§ EXCERPTED DATA:
-.-.-
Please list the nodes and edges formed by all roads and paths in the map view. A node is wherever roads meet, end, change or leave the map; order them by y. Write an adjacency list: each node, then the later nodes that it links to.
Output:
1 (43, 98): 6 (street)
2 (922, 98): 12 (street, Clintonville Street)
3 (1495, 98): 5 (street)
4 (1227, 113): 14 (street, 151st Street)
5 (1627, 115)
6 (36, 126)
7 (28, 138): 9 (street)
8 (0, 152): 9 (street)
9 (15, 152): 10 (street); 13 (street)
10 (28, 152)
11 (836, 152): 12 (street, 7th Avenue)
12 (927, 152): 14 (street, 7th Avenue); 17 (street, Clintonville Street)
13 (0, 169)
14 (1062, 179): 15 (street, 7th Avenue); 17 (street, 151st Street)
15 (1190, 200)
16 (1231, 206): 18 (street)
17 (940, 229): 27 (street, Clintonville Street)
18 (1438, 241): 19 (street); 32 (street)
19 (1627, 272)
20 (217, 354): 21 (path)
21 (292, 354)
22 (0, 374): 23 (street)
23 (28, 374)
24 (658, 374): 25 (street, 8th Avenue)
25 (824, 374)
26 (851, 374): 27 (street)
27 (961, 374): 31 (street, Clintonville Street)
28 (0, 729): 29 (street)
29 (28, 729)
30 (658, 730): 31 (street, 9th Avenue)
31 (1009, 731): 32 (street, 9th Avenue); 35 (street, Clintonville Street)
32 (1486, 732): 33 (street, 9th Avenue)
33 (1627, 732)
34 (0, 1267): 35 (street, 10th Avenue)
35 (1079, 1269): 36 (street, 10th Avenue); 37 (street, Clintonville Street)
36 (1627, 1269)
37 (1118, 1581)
-.-.-
§ TO DO: Whatever the material above holds, copy it over exactly, line by line.

§ ANSWER BOX:
Please list the nodes and edges formed by all roads and paths in the map view. A node is wherever roads meet, end, change or leave the map; order them by y. Write an adjacency list: each node, then the later nodes that it links to.
Output:
1 (43, 98): 6 (street)
2 (922, 98): 12 (street, Clintonville Street)
3 (1495, 98): 5 (street)
4 (1227, 113): 14 (street, 151st Street)
5 (1627, 115)
6 (36, 126)
7 (28, 138): 9 (street)
8 (0, 152): 9 (street)
9 (15, 152): 10 (street); 13 (street)
10 (28, 152)
11 (836, 152): 12 (street, 7th Avenue)
12 (927, 152): 14 (street, 7th Avenue); 17 (street, Clintonville Street)
13 (0, 169)
14 (1062, 179): 15 (street, 7th Avenue); 17 (street, 151st Street)
15 (1190, 200)
16 (1231, 206): 18 (street)
17 (940, 229): 27 (street, Clintonville Street)
18 (1438, 241): 19 (street); 32 (street)
19 (1627, 272)
20 (217, 354): 21 (path)
21 (292, 354)
22 (0, 374): 23 (street)
23 (28, 374)
24 (658, 374): 25 (street, 8th Avenue)
25 (824, 374)
26 (851, 374): 27 (street)
27 (961, 374): 31 (street, Clintonville Street)
28 (0, 729): 29 (street)
29 (28, 729)
30 (658, 730): 31 (street, 9th Avenue)
31 (1009, 731): 32 (street, 9th Avenue); 35 (street, Clintonville Street)
32 (1486, 732): 33 (street, 9th Avenue)
33 (1627, 732)
34 (0, 1267): 35 (street, 10th Avenue)
35 (1079, 1269): 36 (street, 10th Avenue); 37 (street, Clintonville Street)
36 (1627, 1269)
37 (1118, 1581)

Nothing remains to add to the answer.